**RECORDS SHOWN**:
=-=-=-=-=
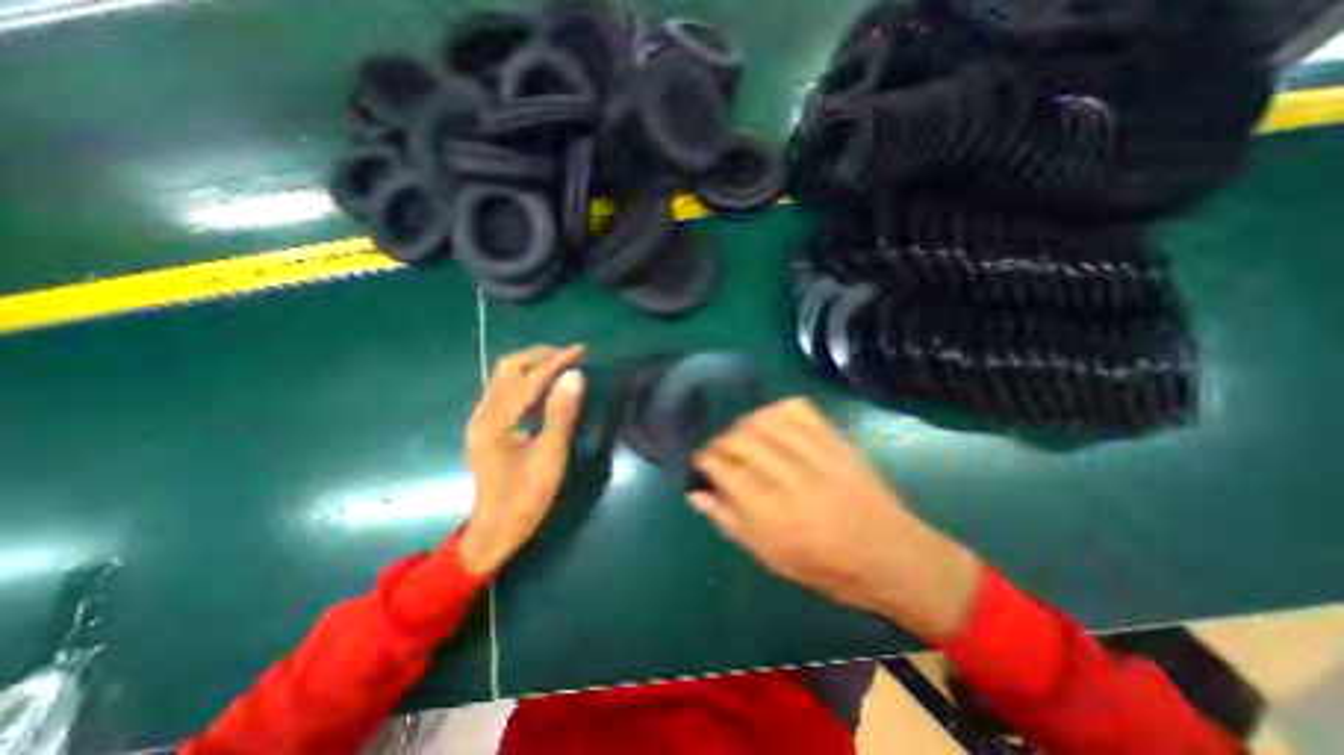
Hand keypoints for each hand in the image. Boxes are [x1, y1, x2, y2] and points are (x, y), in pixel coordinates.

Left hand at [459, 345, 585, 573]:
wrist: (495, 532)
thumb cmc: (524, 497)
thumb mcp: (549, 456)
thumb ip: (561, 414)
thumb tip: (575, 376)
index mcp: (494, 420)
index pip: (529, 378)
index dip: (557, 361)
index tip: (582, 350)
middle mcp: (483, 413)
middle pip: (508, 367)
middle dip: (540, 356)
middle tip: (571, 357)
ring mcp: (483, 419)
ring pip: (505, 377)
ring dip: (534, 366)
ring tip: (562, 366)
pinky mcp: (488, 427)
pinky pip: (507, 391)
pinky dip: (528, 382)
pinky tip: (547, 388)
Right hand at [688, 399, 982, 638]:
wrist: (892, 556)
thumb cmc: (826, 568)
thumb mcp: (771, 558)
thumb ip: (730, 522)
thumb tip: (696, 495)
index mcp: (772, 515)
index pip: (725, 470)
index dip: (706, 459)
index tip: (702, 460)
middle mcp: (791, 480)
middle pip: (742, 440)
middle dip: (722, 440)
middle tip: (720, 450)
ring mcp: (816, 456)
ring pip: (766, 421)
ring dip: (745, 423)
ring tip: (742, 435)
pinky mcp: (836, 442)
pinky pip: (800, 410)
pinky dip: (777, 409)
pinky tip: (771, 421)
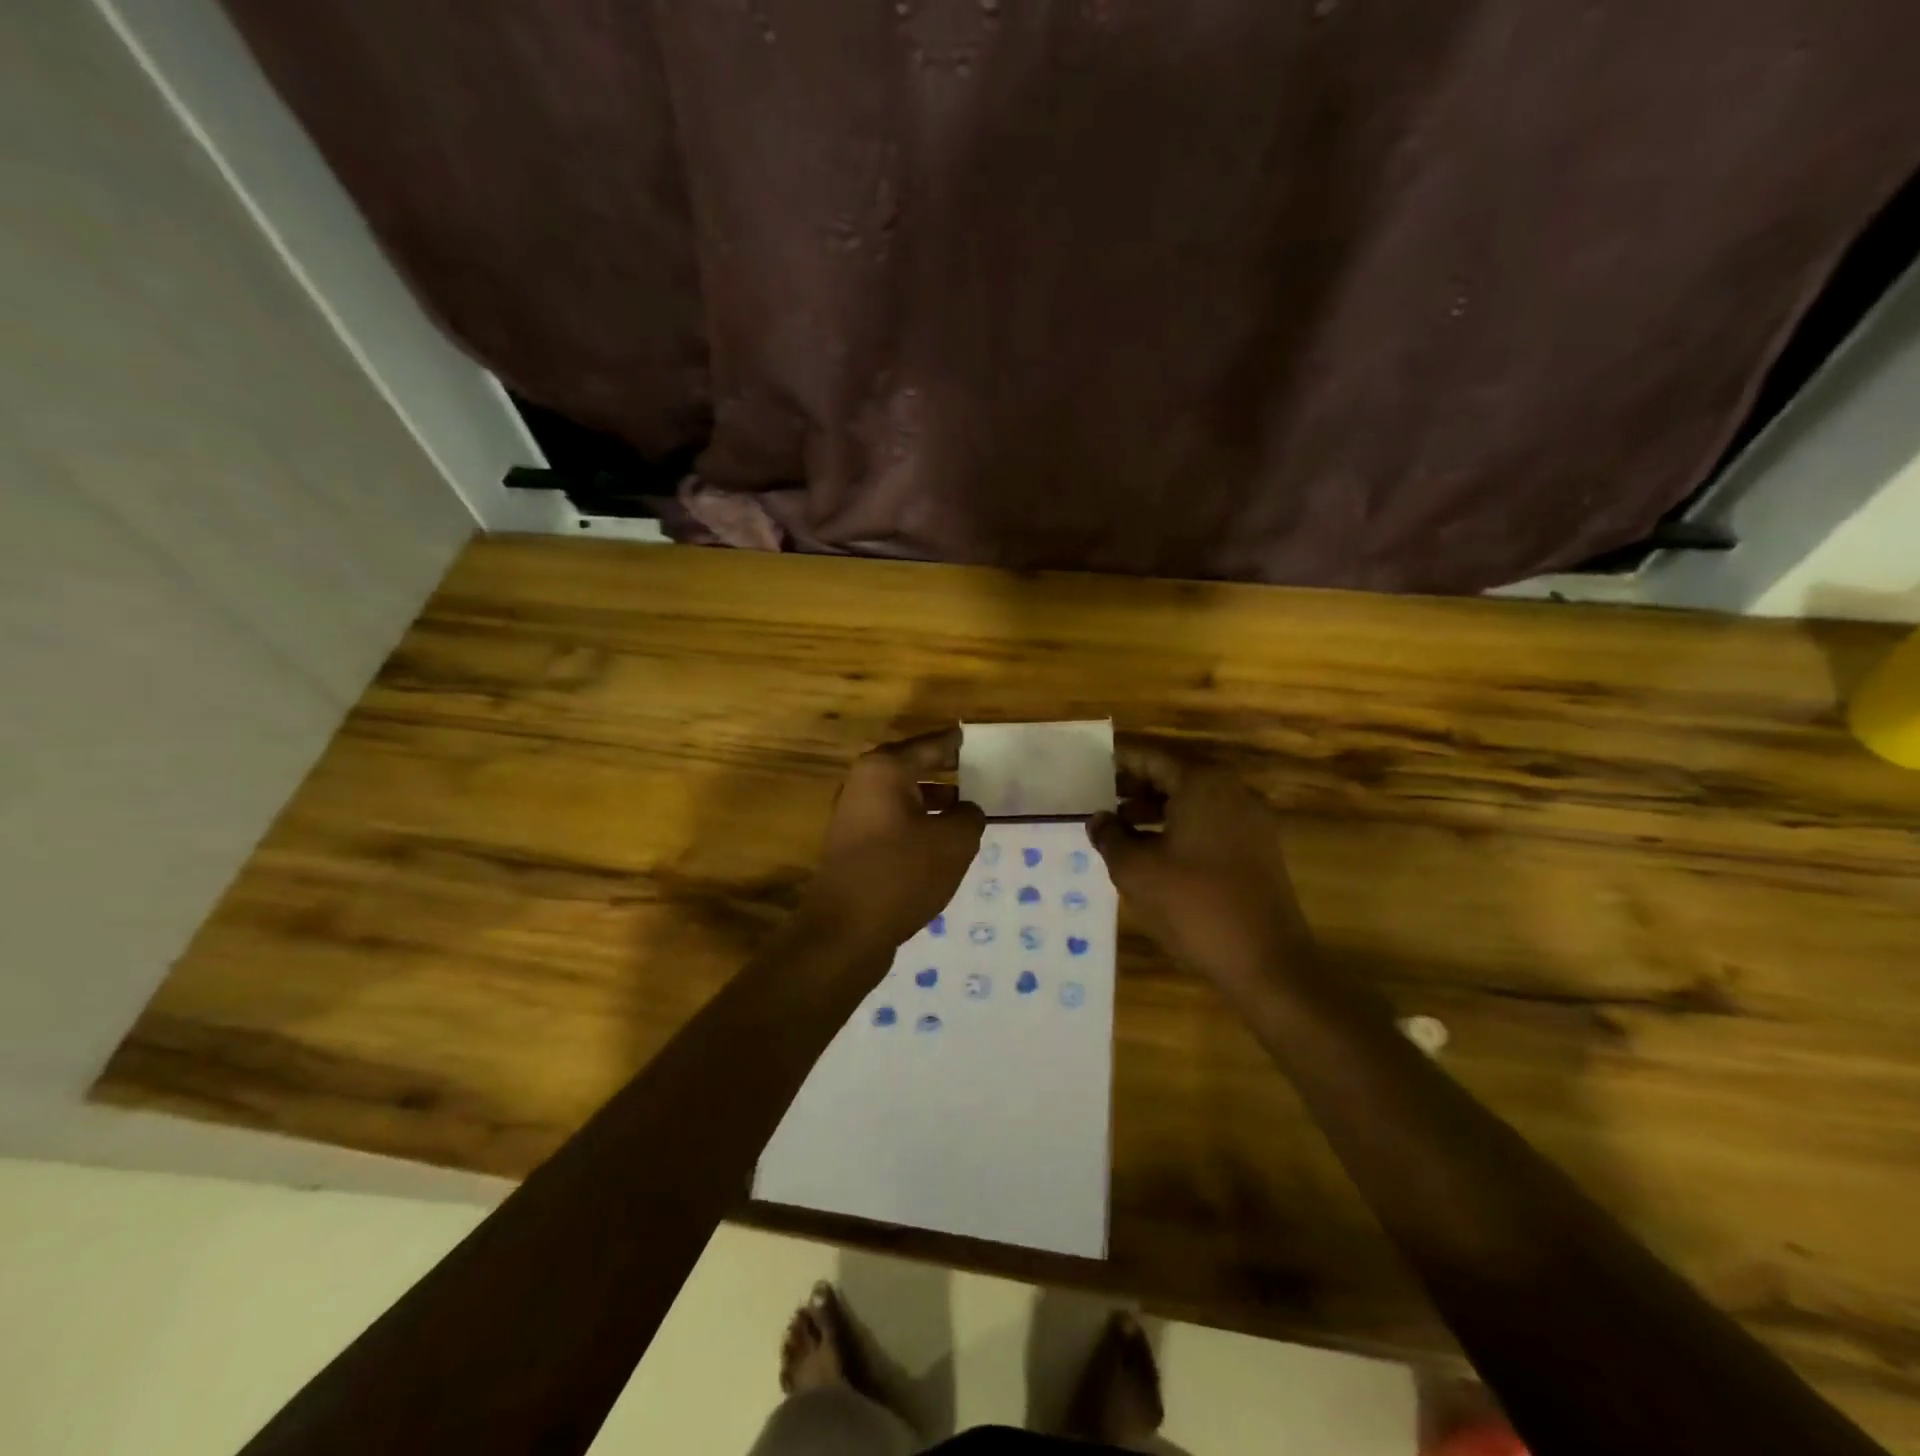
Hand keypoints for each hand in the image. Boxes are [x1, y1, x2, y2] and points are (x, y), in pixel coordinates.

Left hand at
=-=-=-=-=
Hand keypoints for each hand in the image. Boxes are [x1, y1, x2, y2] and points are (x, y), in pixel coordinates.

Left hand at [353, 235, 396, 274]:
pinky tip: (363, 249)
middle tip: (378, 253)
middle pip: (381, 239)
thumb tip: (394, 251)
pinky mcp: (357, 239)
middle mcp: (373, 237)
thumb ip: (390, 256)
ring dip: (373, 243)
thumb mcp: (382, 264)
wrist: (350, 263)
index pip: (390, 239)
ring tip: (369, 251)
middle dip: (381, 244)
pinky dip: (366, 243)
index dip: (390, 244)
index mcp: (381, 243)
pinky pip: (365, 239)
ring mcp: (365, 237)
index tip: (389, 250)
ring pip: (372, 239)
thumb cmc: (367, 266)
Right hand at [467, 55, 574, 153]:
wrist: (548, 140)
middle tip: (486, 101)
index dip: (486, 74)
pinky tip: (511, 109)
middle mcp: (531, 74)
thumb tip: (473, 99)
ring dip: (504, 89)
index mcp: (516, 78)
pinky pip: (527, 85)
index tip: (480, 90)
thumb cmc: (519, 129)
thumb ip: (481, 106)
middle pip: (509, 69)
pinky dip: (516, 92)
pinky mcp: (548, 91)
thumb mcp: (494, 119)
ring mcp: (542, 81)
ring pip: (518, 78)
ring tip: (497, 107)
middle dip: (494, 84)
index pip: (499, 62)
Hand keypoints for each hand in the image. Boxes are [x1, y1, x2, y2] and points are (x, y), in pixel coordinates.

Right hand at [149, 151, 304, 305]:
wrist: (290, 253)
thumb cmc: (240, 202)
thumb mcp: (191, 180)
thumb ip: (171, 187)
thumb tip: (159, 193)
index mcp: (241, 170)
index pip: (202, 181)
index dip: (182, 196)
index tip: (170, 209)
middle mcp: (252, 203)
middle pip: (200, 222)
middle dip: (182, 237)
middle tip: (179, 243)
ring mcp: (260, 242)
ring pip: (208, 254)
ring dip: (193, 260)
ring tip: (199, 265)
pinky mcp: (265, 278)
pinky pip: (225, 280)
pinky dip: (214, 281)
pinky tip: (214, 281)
=-=-=-=-=
**INSTRUCTIONS FOR THE TASK**: Given the word "Right", show every line of the records that contains it.

**EXPECTED ANSWER**:
Right hand at [688, 399, 982, 638]:
Right hand at [467, 55, 574, 153]:
Right hand at [149, 151, 304, 305]:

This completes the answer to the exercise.